ANSWER THE CALL TO TRUE VOCATION

That’s the first step, then, on the PATH of Christian discipleship: Pursue your relationship with God. Love the Lord your God with all your soul. The second step is this. And this is the ‘A’ in our acrostic: ANSWER THE CALL TO TRUE VOCATION. Or, as the Great Commandment has it: ‘Love the Lord your God…with all your strength.’

If someone were to ask me what my vocation is, I might say that I am a minister or a pastor. If they asked you, you might say that you are in business, or that you’re a nurse, or a lawyer, or a teacher, or something else. But Christian vocation runs deeper than that.
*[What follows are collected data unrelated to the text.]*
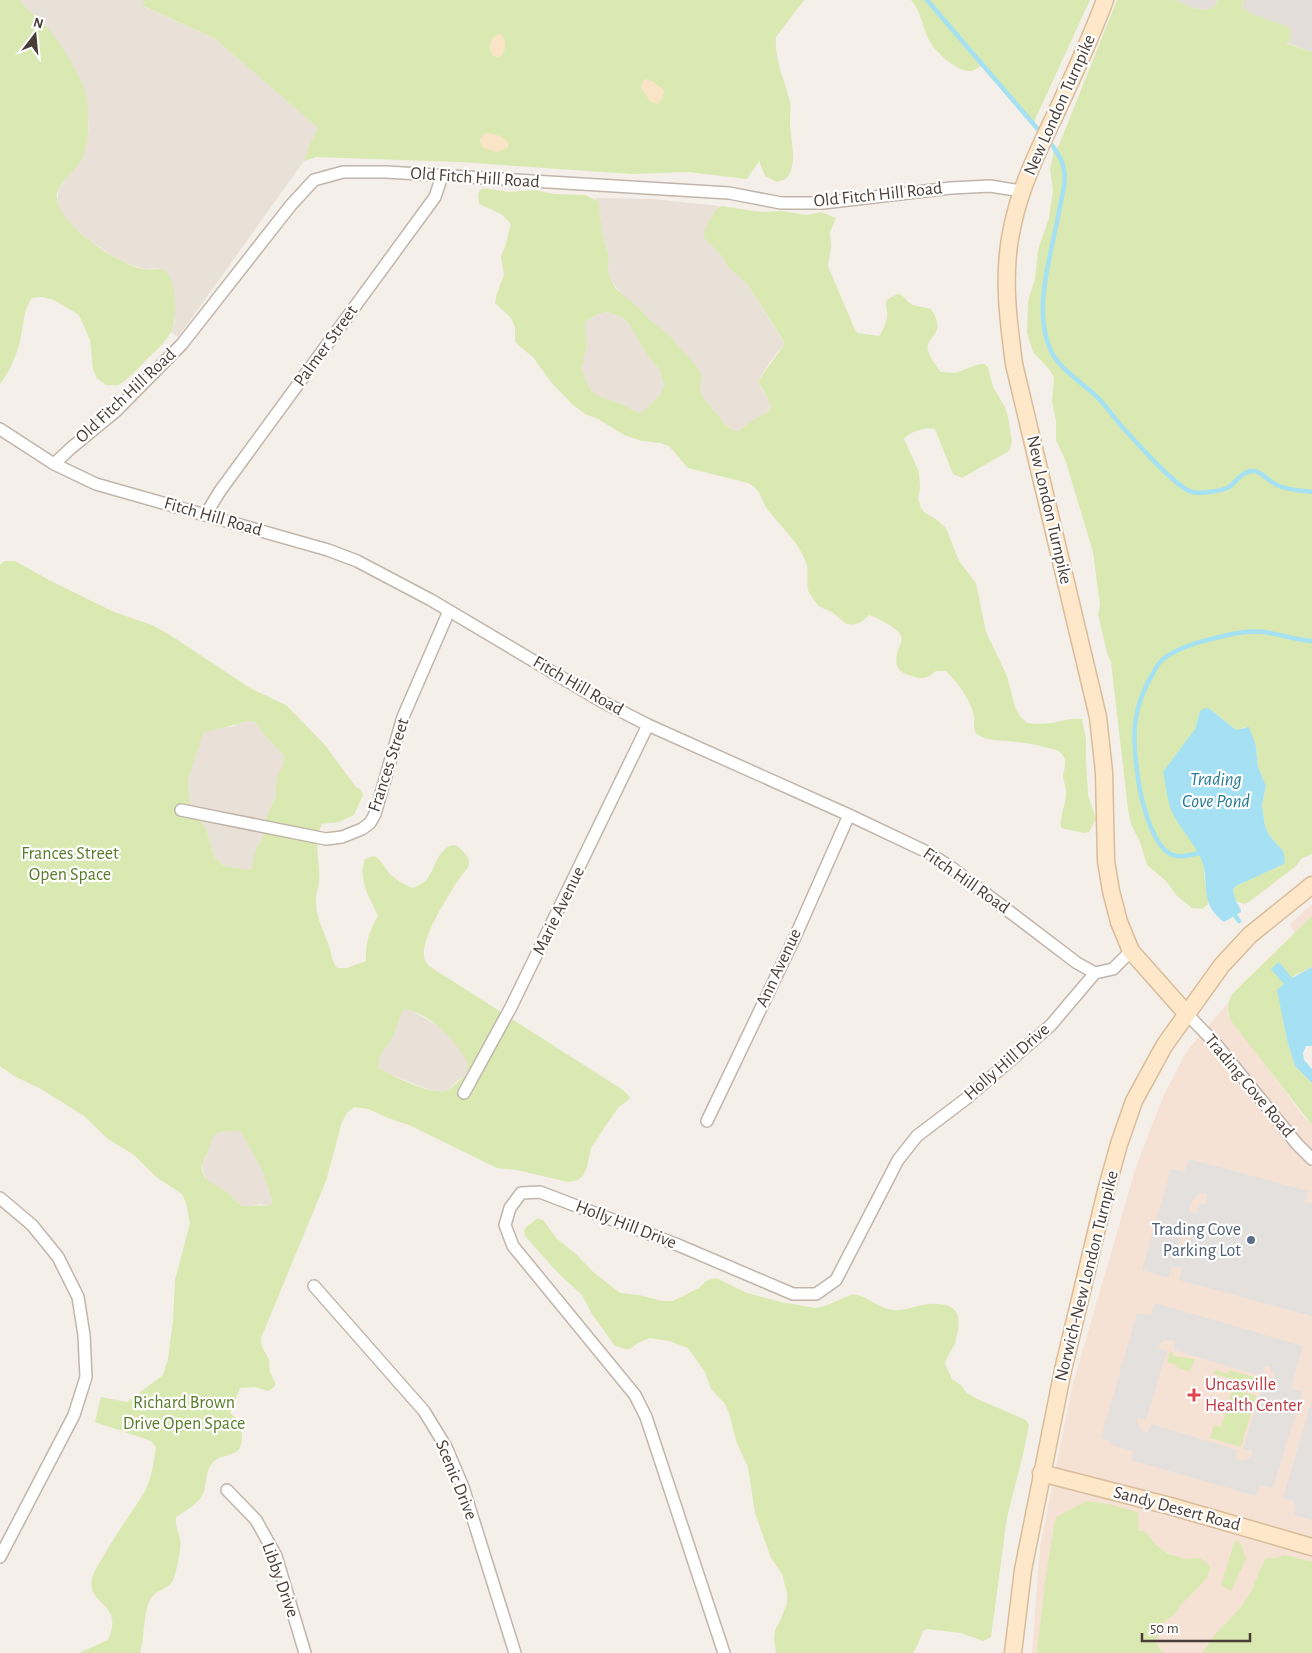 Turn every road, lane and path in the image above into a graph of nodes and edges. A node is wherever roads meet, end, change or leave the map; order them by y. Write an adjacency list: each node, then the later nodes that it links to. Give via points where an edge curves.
1 (1105, 0): 3 (main road, New London Turnpike)
2 (442, 176): 3 (street, Old Fitch Hill Road, via 729,193 781,203 823,203 990,186); 5 (street, Old Fitch Hill Road, via 343,172 314,180 291,204 182,344 116,411); 6 (street, Palmer Street, via 434,197)
3 (1021, 191): 12 (main road, New London Turnpike, via 1011,229 1007,268 1007,307 1014,364 1098,717 1104,772 1106,861 1119,922)
4 (0, 429): 5 (street, Fitch Hill Road)
5 (54, 464): 6 (street, Fitch Hill Road, via 96,484)
6 (206, 514): 7 (street, Fitch Hill Road, via 357,561)
7 (449, 611): 8 (street, Fitch Hill Road, via 601,701); 9 (street, Frances Street, via 407,707 374,814 367,826 326,839)
8 (648, 725): 10 (street, Fitch Hill Road); 15 (street, Marie Avenue, via 511,1007)
9 (182, 810)
10 (849, 815): 13 (street, Fitch Hill Road, via 927,852 952,868 1077,963); 16 (street, Ann Avenue)
11 (1312, 885): 14 (main road, Norwich-New London Turnpike, via 1250,935 1222,965)
12 (1131, 951): 13 (street, via 1113,969); 14 (main road, New London Turnpike)
13 (1095, 973): 26 (street, Holly Hill Drive, via 1051,1025 967,1098 917,1136 898,1160 836,1280 816,1294 793,1294 540,1192 521,1193 510,1208 505,1226 513,1246 635,1395 646,1417)
14 (1186, 1014): 17 (street, Trading Cove Road, via 1215,1043); 20 (main road, Norwich-New London Turnpike, via 1148,1073 1134,1101 1120,1144 1106,1190)
15 (464, 1093)
16 (707, 1121)
17 (1312, 1159)
18 (0, 1198): 23 (street, via 32,1225 58,1257 78,1297 86,1377 74,1415)
19 (314, 1286): 25 (street, Scenic Drive, via 424,1411 446,1447 463,1486)
20 (1041, 1473): 22 (main road, Sandy Desert Road); 27 (main road, Norwich-New London Turnpike, via 1023,1570)
21 (227, 1490): 24 (street, Libby Drive, via 256,1520 276,1556)
22 (1312, 1547)
23 (0, 1557)
24 (305, 1653)
25 (515, 1653)
26 (724, 1653)
27 (1014, 1653)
Whatever our various jobs or professions might be, vocation is the same for all of us. The word ‘vocation’ simply means ‘calling,’ and our calling as human beings is to bear the image of God in which we have been created.

And we have been. Genesis 1:27 says, ‘So God created man in his jown image, in the image of God he created him; male and female he crated them.’ Each and every one of us is created in the image of God. The only trouble is: As a race, we humans have marred the image of God that we are called to bear. We have distorted it and rendered it misshapen. We are not what God created us to be. But the New Testament tells us that God has set about to renew the creation and that we are a part of that grand renewal movement. Having deformed the image of God in which we were created, we are nevertheless, by God’s grace, being re-created in the image of Christ. Paul says in 2 Corinthians 5:17, ‘If anyone is in Christ, there is a new creation: everything old has passed away; see, everything has become new!’ (NRSV).
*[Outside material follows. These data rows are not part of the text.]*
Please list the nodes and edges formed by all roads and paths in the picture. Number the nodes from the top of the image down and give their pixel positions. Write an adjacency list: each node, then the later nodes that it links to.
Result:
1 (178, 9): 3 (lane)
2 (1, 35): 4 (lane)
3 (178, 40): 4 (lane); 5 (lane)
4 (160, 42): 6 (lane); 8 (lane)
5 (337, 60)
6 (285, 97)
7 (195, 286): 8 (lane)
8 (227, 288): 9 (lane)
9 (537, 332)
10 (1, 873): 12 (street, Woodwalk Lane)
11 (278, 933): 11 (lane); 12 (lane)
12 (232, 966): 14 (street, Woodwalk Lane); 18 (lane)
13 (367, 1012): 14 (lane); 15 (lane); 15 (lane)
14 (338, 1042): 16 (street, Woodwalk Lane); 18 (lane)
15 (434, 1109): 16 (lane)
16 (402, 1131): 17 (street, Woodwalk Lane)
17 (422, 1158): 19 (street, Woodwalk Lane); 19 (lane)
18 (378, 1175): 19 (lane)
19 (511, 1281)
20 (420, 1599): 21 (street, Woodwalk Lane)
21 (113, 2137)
We are being ‘made over,’ you might say, into the image of Christ, and it is now our vocation, our calling, to bear his image in this world. In my original four-point challenge, this step on the PATH appears as serving God by serving others. And that’s a good way of looking at our vocation. We are here not to control others or to use them or to manipulate them. We are here to serve them. So, whatever your job is, what you are is a Christian cleverly disguised as a teacher or a doctor or a banker or whatever. Your real calling is to be a vessel of the Spirit of Christ, so that Christ can reach out to others through you.

Jesus once said to his disciples, ‘The Son of Man [by which he meant himself] did not come to be served, but to serve, and to give his life…’ (Mark 10:45). We all give our lives to something. Every last one of us. God calls us to give our lives to Christ by giving them away in serving others. And we are to put all our energy into it. We are to love God with all our strength. That’s step two.

d d d

Next week, we’ll look at the other two steps on the PATH. I hope you will plan to be here. For now, here is what I urge you to do. I urge you to determine that you will make the first two steps on the PATH a habit in your life. Go to church, but don’t just show up. Be present. You know what I mean? Be present to God. Pursue God with all your soul. That’s step one on the PATH of discipleship.

And then, step two: Serve others, but don’t just do service projects. Don’t just donate your time for this cause or that cause. Make your whole life a response to God’s call to bear the image of Christ in this world. And do it with all your strength. I read about someone recently, talking about a college friend of his named Mike. He wrote, ‘…In college, when I was around Mike, I wanted to be just like Mike. Now, after spending time with Mike, I want to be more like Jesus’ (Gary Thomas, Authentic Faith, p. 8). Be that kind of person. That’s your calling; that’s your vocation. Be the person who makes others want to be like Christ. Be the person who makes the PATH look inviting.